In a summer when "The Matrix: Reloaded" reigns at the box office, you probably won't be surprised to know that computers are already making decisions about our lives without any human intervention. Artificial intelligence has become a mundane reality, used in Web services such as Amazon.com's, and to control production lines, city traffic patterns, telephone call routing and even some banking functions. But the logistics and transportation sectors have so far been reluctant to implement so-called smart software, for reasons of money, time and plain old fear.
All that is about to change, according to several experts in logistics technology. "Over the next nine to 12 months you'll see significant pilot projects taking place, at which time the concept will either be proven or disproven," says John Karonis, director of fulfillment technology at Kurt Salmon Associates in Princeton, N.J. "We're confident that it will prove to be a worthwhile endeavor and that we'll then see it rolled out on a much larger scale." Karonis has been working on a project to combine the power of radio-frequency identification (RFID) tags with intelligent software in a way that allows a computer to decide how to fix problems without human intervention every time there's a glitch in the movement of goods.
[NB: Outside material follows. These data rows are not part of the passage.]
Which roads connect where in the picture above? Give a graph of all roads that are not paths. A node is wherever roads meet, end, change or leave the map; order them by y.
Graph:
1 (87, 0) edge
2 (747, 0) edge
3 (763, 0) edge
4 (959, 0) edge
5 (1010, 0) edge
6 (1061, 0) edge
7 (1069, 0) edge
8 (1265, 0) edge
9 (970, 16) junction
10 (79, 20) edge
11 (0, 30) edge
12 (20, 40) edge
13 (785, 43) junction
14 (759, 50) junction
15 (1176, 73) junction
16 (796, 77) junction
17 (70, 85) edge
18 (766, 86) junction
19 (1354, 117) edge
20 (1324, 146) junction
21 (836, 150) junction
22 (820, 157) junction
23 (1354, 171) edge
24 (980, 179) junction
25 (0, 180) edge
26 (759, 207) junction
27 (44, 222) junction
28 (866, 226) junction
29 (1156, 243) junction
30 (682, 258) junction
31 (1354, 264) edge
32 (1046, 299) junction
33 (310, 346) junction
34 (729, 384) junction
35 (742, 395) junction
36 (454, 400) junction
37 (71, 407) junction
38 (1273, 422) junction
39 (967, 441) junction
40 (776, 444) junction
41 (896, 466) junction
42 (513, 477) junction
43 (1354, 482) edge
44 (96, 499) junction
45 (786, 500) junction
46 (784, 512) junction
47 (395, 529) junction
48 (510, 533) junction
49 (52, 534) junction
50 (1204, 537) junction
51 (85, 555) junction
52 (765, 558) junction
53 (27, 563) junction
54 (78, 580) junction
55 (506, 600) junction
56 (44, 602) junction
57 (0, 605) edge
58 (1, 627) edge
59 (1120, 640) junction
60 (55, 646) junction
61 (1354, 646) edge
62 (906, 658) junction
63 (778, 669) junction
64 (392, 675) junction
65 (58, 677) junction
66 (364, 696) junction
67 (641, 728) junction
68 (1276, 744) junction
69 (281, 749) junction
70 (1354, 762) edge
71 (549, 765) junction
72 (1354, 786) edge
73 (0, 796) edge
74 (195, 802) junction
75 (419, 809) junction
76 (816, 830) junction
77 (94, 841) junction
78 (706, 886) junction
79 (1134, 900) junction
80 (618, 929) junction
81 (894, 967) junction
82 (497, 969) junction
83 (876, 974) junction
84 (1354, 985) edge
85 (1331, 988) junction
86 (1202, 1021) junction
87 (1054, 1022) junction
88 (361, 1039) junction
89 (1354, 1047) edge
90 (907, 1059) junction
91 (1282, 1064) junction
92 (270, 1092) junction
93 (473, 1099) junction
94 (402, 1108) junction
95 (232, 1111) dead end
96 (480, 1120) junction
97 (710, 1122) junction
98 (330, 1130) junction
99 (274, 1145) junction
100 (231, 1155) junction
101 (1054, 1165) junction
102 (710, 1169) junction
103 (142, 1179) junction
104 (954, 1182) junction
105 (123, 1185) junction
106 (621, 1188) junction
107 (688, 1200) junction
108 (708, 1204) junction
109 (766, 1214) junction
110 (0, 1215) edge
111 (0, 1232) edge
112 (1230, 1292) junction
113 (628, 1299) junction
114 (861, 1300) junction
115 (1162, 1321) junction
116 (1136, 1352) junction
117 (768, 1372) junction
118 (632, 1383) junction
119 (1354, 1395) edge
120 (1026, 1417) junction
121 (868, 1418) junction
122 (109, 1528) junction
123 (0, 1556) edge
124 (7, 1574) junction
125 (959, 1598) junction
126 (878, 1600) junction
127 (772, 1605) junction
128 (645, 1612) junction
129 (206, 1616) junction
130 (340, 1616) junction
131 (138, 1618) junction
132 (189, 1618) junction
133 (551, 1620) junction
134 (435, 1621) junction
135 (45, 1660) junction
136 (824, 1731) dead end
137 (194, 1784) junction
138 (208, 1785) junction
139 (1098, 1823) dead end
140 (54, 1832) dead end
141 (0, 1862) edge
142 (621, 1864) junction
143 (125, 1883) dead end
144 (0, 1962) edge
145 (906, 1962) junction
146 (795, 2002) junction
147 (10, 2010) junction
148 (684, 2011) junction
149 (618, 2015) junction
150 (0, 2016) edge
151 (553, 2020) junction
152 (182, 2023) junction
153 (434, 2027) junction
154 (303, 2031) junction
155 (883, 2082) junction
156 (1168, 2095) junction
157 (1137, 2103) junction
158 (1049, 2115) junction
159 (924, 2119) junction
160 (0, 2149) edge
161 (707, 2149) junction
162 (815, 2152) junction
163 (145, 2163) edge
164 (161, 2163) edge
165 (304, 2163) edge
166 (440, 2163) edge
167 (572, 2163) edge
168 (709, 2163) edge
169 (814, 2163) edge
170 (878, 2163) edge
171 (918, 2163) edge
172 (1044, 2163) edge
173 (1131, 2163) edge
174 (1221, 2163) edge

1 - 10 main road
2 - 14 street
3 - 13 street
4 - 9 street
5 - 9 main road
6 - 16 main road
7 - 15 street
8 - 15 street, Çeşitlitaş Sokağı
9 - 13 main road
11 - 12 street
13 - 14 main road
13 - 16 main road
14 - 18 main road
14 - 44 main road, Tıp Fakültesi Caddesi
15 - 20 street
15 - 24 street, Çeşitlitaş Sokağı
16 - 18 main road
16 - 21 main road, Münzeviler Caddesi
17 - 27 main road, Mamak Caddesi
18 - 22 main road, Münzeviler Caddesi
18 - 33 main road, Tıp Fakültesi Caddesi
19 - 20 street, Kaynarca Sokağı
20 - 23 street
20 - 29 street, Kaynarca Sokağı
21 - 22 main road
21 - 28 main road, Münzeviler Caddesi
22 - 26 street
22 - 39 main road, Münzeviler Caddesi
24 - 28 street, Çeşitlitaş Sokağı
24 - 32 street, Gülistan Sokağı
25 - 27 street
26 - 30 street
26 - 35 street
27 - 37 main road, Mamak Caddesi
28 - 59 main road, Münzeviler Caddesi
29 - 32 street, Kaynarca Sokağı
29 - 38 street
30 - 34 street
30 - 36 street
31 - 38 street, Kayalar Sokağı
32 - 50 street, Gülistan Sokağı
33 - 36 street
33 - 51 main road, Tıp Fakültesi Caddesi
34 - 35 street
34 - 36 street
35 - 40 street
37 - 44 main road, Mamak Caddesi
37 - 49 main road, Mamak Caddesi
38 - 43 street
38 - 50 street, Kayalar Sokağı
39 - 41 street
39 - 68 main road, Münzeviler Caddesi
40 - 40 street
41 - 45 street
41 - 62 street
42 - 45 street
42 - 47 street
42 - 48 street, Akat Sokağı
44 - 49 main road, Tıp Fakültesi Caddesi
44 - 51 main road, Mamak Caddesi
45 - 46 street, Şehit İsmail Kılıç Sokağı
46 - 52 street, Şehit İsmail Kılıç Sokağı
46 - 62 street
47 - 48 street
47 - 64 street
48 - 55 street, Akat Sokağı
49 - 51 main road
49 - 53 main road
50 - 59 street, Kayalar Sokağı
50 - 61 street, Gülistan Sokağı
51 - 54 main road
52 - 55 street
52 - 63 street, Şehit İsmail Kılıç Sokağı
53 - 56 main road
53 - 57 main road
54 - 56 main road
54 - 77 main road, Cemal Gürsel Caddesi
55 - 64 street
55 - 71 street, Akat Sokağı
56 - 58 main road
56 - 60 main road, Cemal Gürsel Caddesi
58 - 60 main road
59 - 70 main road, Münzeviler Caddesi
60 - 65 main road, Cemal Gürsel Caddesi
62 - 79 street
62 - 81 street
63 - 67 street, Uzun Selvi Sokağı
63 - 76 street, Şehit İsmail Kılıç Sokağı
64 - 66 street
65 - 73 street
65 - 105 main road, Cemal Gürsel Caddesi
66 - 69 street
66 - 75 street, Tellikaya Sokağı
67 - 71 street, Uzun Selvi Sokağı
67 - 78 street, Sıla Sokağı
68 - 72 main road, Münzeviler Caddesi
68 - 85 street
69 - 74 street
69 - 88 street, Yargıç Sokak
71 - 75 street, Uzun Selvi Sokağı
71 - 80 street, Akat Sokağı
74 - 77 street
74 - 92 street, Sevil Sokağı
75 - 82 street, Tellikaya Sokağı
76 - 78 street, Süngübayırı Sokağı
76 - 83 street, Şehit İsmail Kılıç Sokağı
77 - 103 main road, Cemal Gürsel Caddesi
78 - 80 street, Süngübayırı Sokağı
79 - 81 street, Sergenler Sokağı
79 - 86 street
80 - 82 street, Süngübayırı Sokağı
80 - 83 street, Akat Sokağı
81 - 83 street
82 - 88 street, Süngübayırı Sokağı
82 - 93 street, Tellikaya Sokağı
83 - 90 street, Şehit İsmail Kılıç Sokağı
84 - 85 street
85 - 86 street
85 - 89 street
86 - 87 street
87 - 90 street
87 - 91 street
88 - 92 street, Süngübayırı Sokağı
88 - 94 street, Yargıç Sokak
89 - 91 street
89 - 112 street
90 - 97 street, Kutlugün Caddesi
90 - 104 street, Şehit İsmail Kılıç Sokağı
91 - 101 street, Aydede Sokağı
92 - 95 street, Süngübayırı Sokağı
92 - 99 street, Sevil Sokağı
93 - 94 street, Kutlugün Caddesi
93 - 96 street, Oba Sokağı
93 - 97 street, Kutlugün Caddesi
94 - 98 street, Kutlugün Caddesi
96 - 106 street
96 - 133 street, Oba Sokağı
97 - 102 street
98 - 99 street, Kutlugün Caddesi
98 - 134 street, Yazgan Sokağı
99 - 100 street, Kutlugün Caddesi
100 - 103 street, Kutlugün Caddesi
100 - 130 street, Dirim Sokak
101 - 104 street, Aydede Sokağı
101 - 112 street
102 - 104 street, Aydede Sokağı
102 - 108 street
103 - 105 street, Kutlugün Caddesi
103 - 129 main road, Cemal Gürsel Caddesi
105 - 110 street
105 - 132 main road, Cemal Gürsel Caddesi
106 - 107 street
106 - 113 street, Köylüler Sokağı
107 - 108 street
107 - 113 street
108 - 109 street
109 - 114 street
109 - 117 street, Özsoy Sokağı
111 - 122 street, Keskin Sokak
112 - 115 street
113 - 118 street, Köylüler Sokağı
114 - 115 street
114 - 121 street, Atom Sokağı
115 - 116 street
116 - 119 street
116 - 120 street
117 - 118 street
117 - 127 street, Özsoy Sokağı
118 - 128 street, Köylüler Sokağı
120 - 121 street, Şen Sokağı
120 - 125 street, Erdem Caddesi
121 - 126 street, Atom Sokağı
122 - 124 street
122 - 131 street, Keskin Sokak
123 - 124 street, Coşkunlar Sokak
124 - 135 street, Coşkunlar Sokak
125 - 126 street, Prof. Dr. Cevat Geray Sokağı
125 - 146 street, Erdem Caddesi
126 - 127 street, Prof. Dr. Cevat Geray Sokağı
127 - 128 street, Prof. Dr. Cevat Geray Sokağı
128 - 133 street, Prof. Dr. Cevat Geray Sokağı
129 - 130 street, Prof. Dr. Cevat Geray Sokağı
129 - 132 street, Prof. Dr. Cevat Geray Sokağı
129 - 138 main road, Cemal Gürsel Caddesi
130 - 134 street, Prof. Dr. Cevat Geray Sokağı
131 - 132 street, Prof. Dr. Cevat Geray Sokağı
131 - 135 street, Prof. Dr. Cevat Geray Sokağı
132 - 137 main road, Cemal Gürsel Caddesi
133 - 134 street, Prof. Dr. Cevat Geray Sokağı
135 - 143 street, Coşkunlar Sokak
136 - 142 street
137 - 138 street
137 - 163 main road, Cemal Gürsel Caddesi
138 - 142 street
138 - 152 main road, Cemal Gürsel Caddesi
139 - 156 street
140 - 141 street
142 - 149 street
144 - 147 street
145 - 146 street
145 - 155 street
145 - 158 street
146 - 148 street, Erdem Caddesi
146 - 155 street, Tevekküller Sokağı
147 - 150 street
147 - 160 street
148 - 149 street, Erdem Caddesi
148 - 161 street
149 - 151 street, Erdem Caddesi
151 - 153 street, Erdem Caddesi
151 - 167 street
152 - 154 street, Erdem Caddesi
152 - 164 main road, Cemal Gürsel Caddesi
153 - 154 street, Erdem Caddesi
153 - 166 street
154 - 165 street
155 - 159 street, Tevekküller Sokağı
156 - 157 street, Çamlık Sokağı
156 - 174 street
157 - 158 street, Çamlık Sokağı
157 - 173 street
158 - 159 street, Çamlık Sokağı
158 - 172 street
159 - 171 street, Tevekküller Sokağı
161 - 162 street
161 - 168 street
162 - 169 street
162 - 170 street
But what is intelligent software? Dr. Noel Greis, director of The Center for Logistics and Digital Strategy at The Kenan Center, University of North Carolina-Chapel Hill , explains that it's a type of artificial intelligence (AI). AI falls into two broad categories, she says. One is aligned with robotics and artificial vision, the sort of science that holds the promise of an electronic butler who hands you a drink and makes dinner when you get home, or an order-picking machine that would notice if a product was damaged and do something about it. But the other side includes what's known as intelligent software "agents." Also known as "bots," these are software packets that act as autonomous, decision-making entities, capable of coming up with solutions to problems and acting on them automatically.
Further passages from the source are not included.